Data to use:
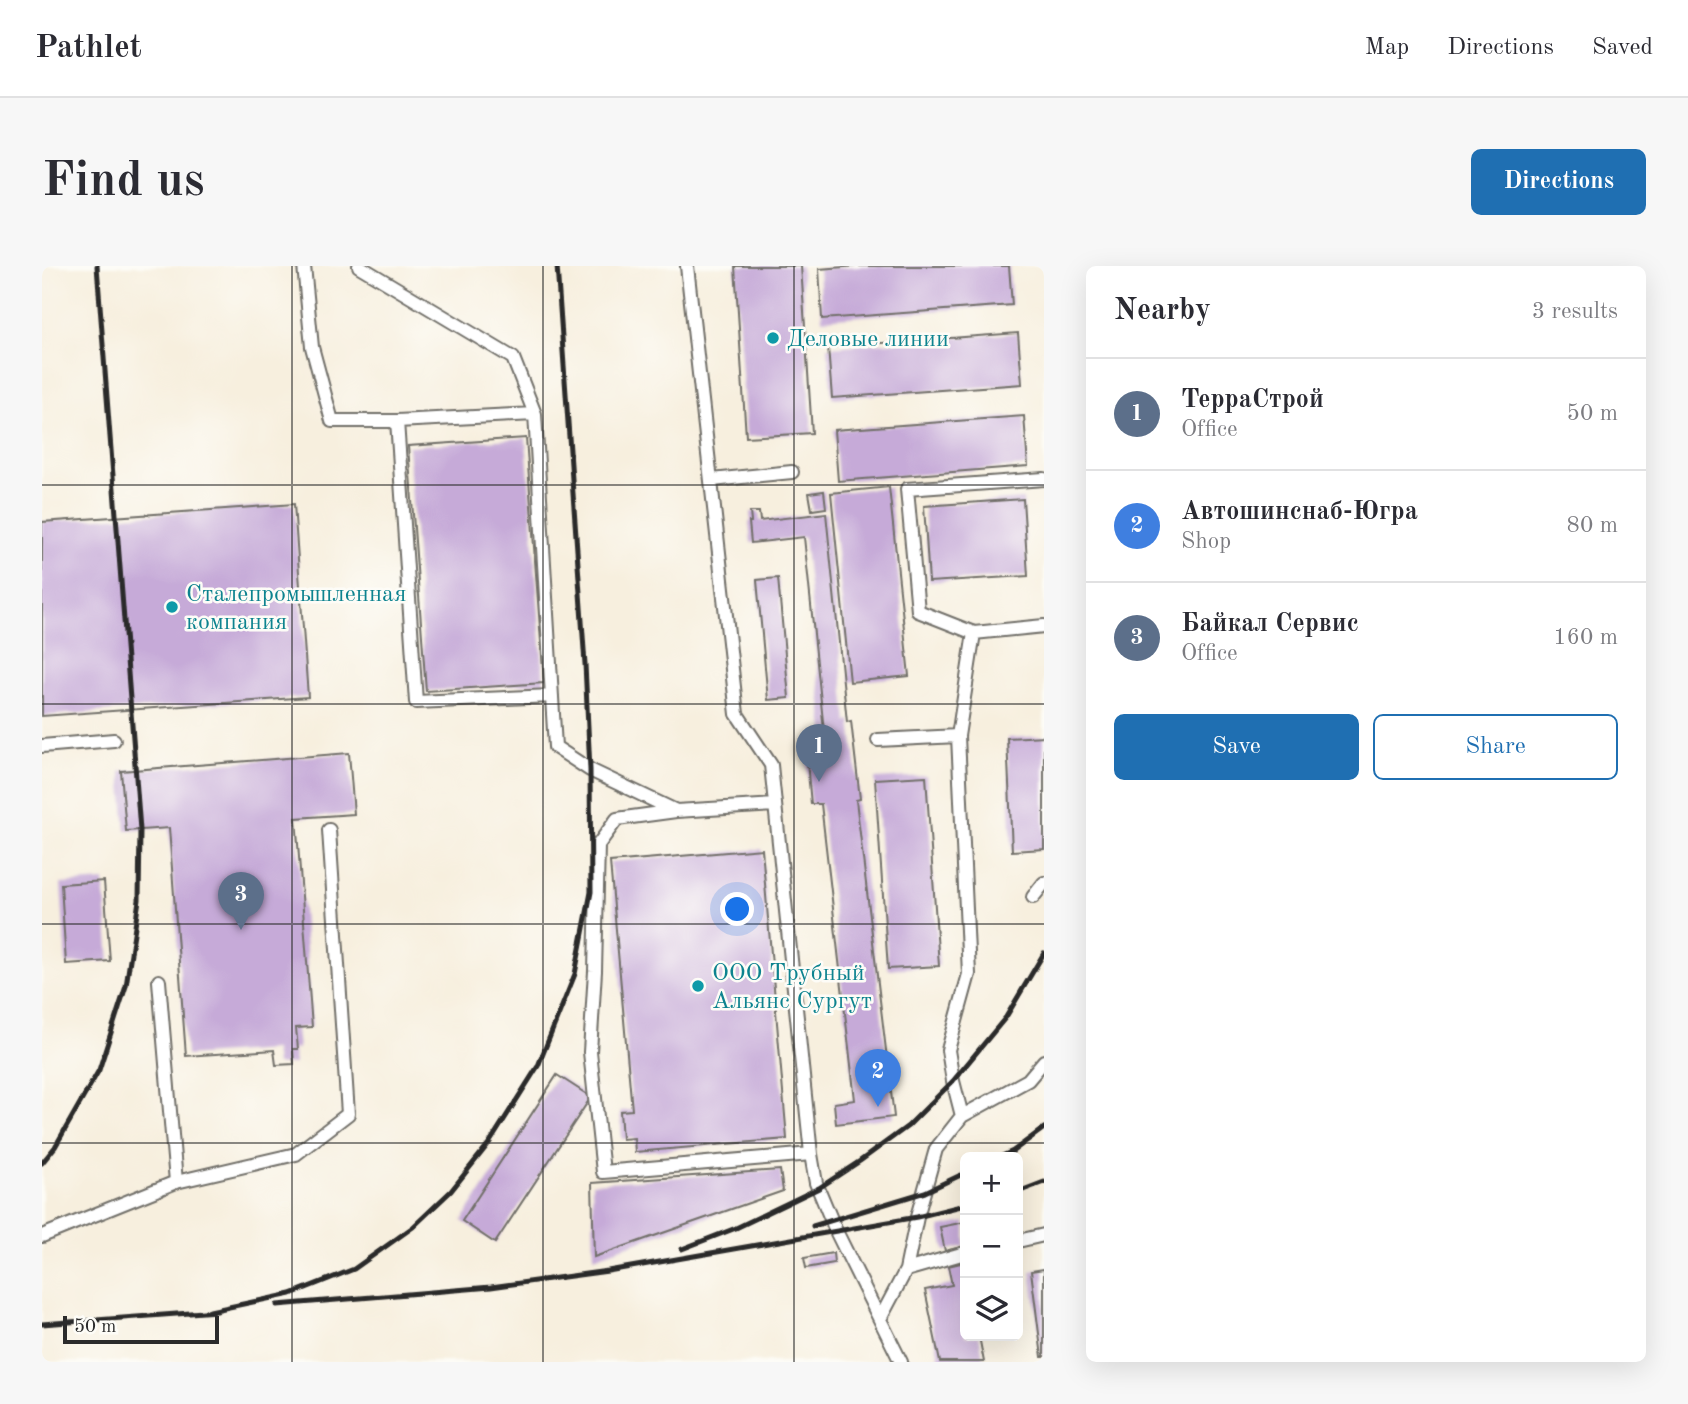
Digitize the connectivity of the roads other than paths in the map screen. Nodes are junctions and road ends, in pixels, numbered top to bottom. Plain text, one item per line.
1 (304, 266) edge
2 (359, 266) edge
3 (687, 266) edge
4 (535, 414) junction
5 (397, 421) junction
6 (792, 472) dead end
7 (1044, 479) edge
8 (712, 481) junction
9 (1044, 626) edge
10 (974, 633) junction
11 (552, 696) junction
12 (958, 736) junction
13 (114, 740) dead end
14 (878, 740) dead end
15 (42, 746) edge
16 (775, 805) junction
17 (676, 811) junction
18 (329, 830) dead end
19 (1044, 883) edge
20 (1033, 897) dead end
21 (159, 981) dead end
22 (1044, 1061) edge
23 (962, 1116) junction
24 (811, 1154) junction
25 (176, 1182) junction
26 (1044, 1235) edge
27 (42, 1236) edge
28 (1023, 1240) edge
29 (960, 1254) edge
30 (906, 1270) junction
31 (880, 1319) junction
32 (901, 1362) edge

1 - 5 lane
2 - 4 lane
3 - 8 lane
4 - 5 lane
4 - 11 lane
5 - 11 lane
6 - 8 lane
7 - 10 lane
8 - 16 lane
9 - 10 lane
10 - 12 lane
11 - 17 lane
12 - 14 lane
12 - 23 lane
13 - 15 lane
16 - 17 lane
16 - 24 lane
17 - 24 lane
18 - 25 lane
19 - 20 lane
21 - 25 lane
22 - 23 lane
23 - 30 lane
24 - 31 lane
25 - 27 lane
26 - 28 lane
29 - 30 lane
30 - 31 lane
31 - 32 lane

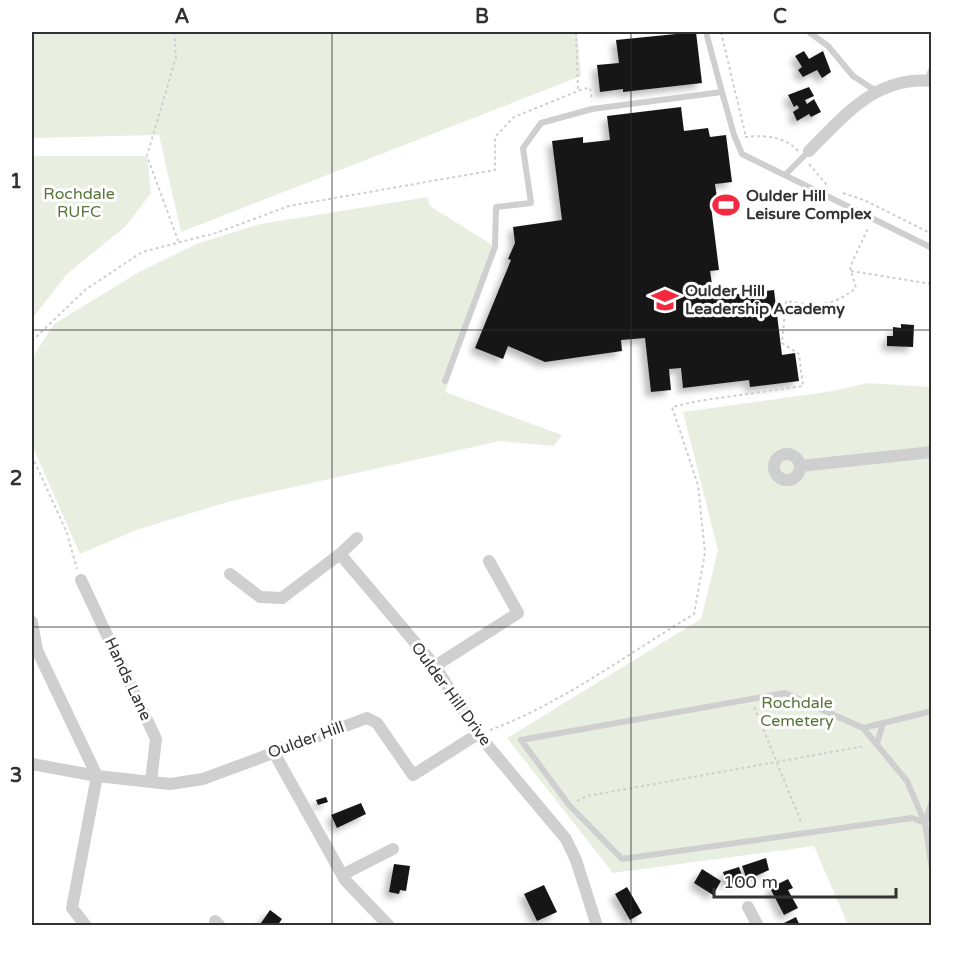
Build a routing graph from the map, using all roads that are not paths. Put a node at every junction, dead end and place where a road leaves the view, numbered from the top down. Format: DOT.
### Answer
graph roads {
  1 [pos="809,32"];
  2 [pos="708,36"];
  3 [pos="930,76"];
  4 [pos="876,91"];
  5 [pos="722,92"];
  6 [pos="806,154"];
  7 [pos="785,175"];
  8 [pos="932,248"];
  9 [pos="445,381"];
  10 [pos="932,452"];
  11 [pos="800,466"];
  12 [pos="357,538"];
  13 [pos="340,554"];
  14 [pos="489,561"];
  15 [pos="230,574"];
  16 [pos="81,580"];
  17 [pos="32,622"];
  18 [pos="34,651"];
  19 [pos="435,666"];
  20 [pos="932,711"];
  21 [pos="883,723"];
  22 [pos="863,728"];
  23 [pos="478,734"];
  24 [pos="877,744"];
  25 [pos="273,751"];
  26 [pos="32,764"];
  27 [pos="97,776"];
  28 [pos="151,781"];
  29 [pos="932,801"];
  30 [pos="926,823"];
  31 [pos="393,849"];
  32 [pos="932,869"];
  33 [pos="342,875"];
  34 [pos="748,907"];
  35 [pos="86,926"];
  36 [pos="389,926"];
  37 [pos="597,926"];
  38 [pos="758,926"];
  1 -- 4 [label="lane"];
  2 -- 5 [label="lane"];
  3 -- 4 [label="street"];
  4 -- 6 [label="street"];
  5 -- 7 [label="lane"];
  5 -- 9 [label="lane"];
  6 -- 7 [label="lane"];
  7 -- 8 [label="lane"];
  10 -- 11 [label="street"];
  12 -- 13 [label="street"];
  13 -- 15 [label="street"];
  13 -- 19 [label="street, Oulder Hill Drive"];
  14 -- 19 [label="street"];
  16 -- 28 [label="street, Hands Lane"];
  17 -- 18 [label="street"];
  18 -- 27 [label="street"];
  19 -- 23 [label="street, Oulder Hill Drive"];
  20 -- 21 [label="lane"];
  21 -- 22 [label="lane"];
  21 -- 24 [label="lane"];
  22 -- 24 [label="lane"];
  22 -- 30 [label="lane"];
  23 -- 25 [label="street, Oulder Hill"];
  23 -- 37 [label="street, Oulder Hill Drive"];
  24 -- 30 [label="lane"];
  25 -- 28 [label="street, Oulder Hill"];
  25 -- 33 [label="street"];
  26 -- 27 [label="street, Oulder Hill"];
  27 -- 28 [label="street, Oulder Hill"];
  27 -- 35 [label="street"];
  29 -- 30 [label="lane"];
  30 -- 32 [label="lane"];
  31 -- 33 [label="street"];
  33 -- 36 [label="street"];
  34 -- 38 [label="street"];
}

Work instructions: Among the records above, count the lines that include the word "graph" and state the number by itself.

Response: 2